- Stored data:
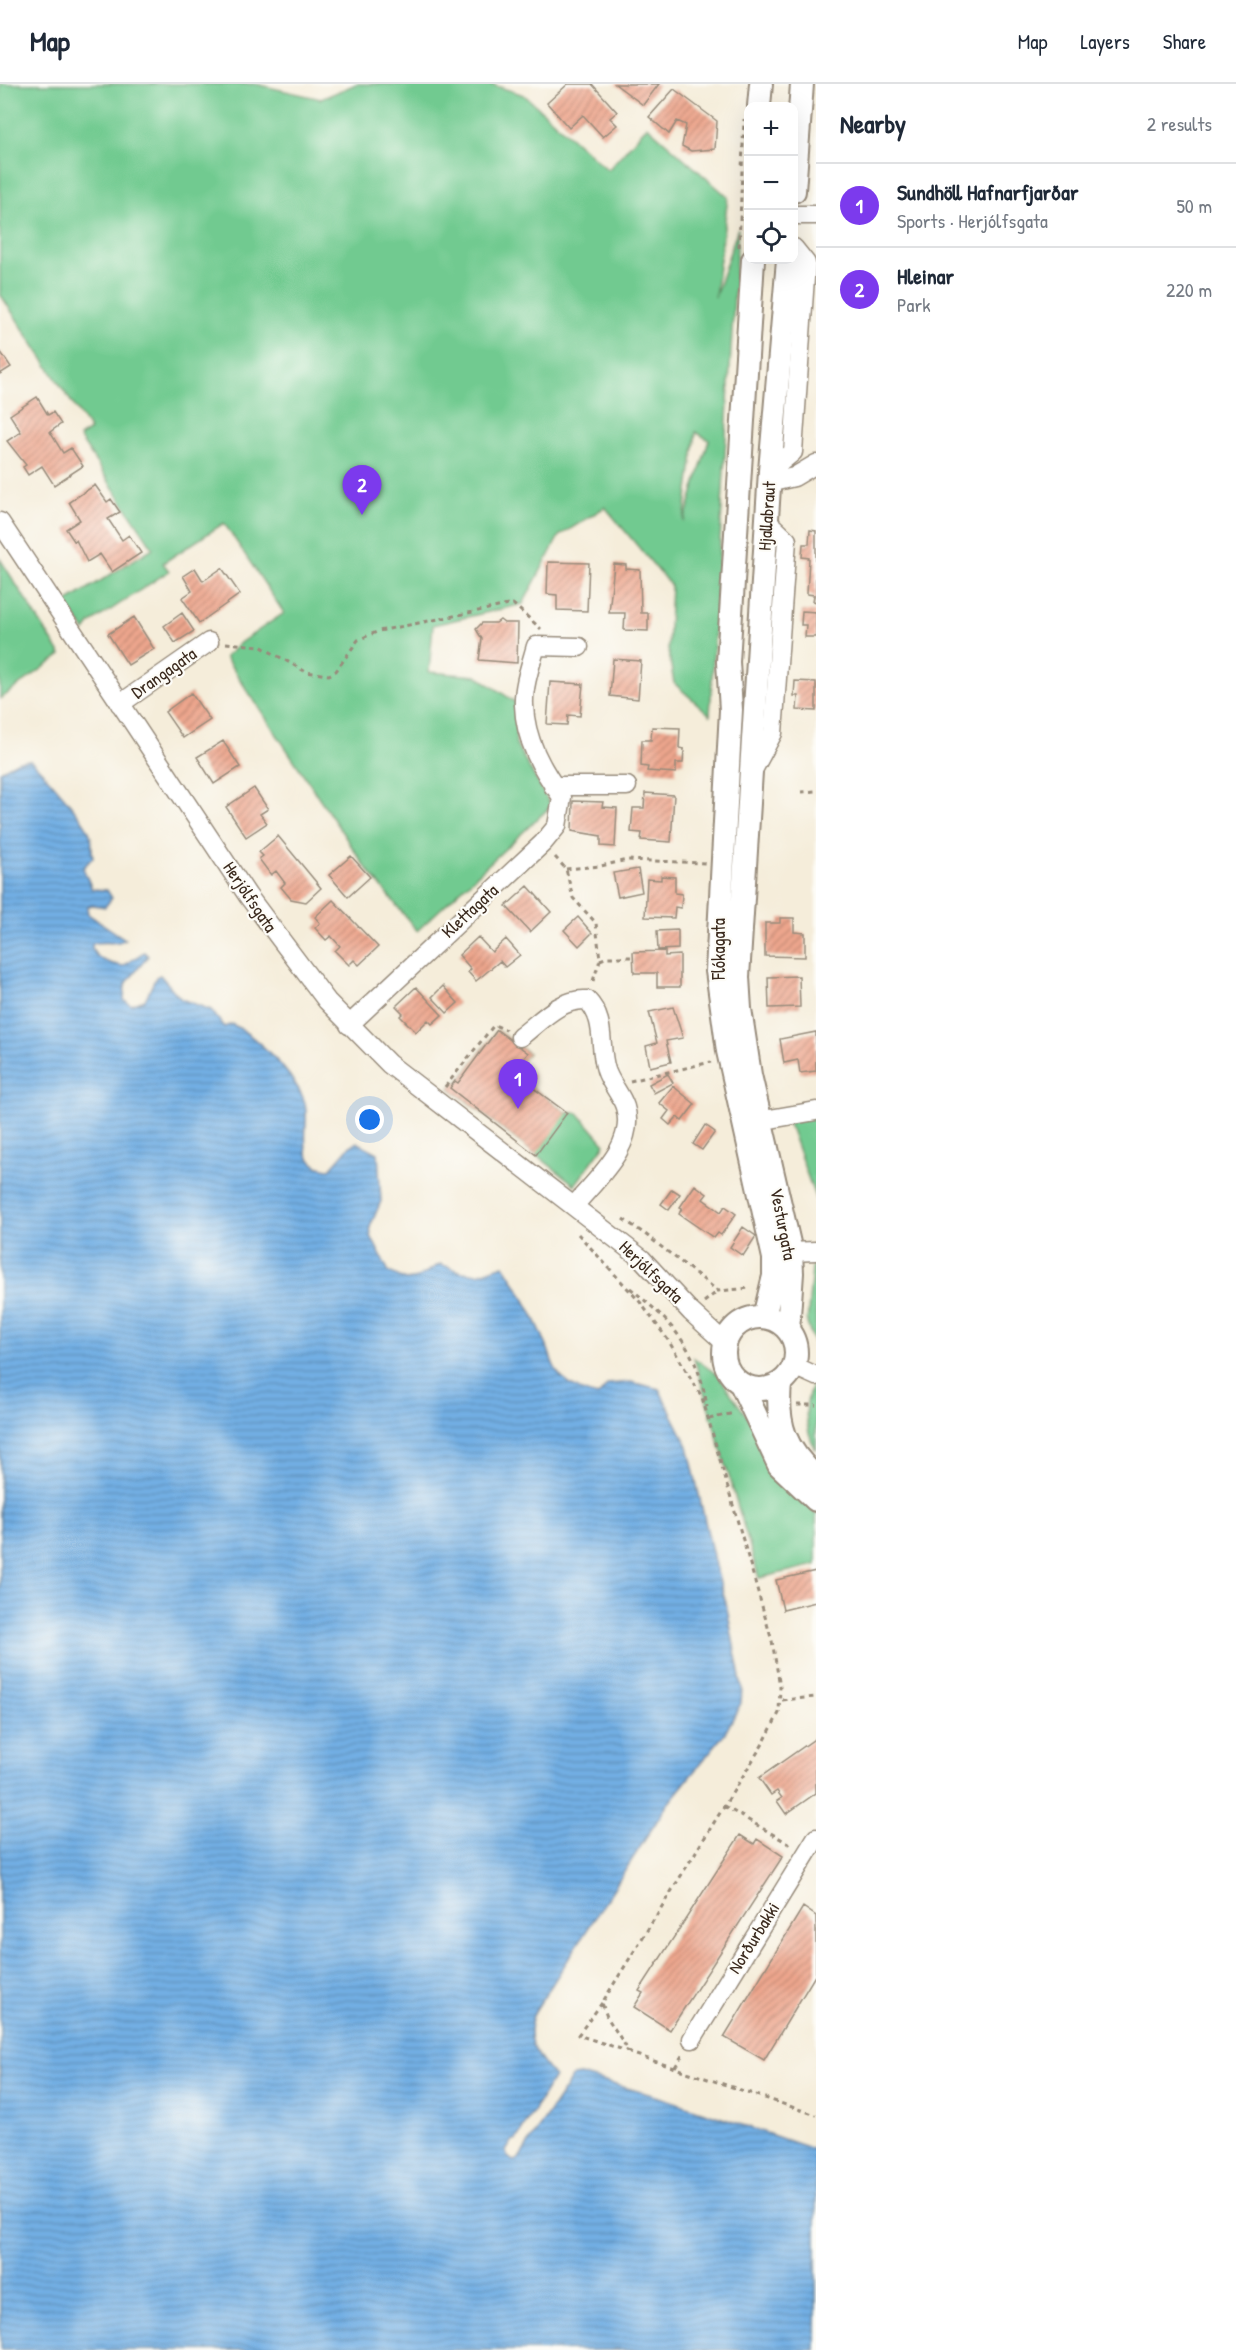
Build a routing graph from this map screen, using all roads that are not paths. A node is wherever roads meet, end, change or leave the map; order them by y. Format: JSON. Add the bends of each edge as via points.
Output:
{"nodes":[{"id":1,"x":761,"y":84,"type":"edge"},
{"id":2,"x":802,"y":84,"type":"edge"},
{"id":3,"x":755,"y":102,"type":"edge"},
{"id":4,"x":797,"y":156,"type":"edge"},
{"id":5,"x":798,"y":214,"type":"edge"},
{"id":6,"x":816,"y":215,"type":"edge"},
{"id":7,"x":798,"y":253,"type":"edge"},
{"id":8,"x":746,"y":264,"type":"edge"},
{"id":9,"x":788,"y":264,"type":"edge"},
{"id":10,"x":816,"y":464,"type":"edge"},
{"id":11,"x":775,"y":472,"type":"junction"},
{"id":12,"x":0,"y":522,"type":"edge"},
{"id":13,"x":209,"y":642,"type":"road end"},
{"id":14,"x":579,"y":647,"type":"dead end"},
{"id":15,"x":120,"y":704,"type":"junction"},
{"id":16,"x":728,"y":771,"type":"joint"},
{"id":17,"x":751,"y":773,"type":"joint"},
{"id":18,"x":553,"y":786,"type":"junction"},
{"id":19,"x":627,"y":786,"type":"dead end"},
{"id":20,"x":349,"y":1024,"type":"junction"},
{"id":21,"x":520,"y":1037,"type":"road end"},
{"id":22,"x":816,"y":1111,"type":"edge"},
{"id":23,"x":753,"y":1121,"type":"junction"},
{"id":24,"x":574,"y":1206,"type":"junction"},
{"id":25,"x":816,"y":1251,"type":"edge"},
{"id":26,"x":790,"y":1252,"type":"junction"},
{"id":27,"x":764,"y":1317,"type":"junction"},
{"id":28,"x":788,"y":1330,"type":"junction"},
{"id":29,"x":724,"y":1342,"type":"junction"},
{"id":30,"x":787,"y":1375,"type":"junction"},
{"id":31,"x":816,"y":1376,"type":"edge"},
{"id":32,"x":741,"y":1384,"type":"junction"},
{"id":33,"x":816,"y":1477,"type":"edge"},
{"id":34,"x":816,"y":1500,"type":"edge"},
{"id":35,"x":811,"y":1846,"type":"edge"},
{"id":36,"x":692,"y":2039,"type":"dead end"}],
"edges":[{"from":1,"to":3,"type":"main road"},
{"from":2,"to":4,"type":"main road"},
{"from":5,"to":6,"type":"street"},
{"from":7,"to":11,"type":"street","via":[[806,263],[806,274],[793,452]]},
{"from":8,"to":16,"type":"main road","name":"Hjallabraut","via":[[728,662]]},
{"from":9,"to":11,"type":"main road","name":"Hjallabraut"},
{"from":10,"to":11,"type":"street","via":[[794,477]]},
{"from":11,"to":17,"type":"main road","name":"Hjallabraut"},
{"from":12,"to":15,"type":"street","name":"Herjólfsgata"},
{"from":13,"to":15,"type":"street","name":"Drangagata"},
{"from":14,"to":18,"type":"street","name":"Klettagata","via":[[536,646],[524,705],[533,751]]},
{"from":15,"to":20,"type":"street","name":"Herjólfsgata","via":[[276,936]]},
{"from":16,"to":23,"type":"main road","name":"Flókagata","via":[[717,971],[728,1051]]},
{"from":17,"to":23,"type":"main road","name":"Flókagata","via":[[738,977]]},
{"from":18,"to":19,"type":"street"},
{"from":18,"to":20,"type":"street","name":"Klettagata","via":[[562,797],[557,826],[543,843]]},
{"from":20,"to":24,"type":"street","name":"Herjólfsgata","via":[[434,1101]]},
{"from":21,"to":24,"type":"street","via":[[575,999],[586,1000],[598,1012],[606,1070],[628,1119],[626,1134],[613,1159]]},
{"from":22,"to":23,"type":"street"},
{"from":23,"to":26,"type":"main road","name":"Vesturgata"},
{"from":23,"to":27,"type":"main road","name":"Vesturgata","via":[[774,1258],[774,1276]]},
{"from":24,"to":29,"type":"street","name":"Herjólfsgata","via":[[642,1259]]},
{"from":25,"to":26,"type":"street"},
{"from":26,"to":28,"type":"main road","name":"Vesturgata"},
{"from":27,"to":28,"type":"main road"},
{"from":27,"to":29,"type":"main road","via":[[740,1322]]},
{"from":28,"to":30,"type":"main road","via":[[796,1348]]},
{"from":29,"to":32,"type":"main road","via":[[725,1366]]},
{"from":30,"to":31,"type":"street"},
{"from":30,"to":32,"type":"main road","via":[[760,1390]]},
{"from":30,"to":33,"type":"main road","via":[[778,1418],[795,1455]]},
{"from":32,"to":34,"type":"main road","via":[[779,1465]]},
{"from":35,"to":36,"type":"street","name":"Norðurbakki"}]}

- Work order: Find every line in the records that uses the string "joint", then copy it.

- Expected output:
{"id":16,"x":728,"y":771,"type":"joint"},
{"id":17,"x":751,"y":773,"type":"joint"},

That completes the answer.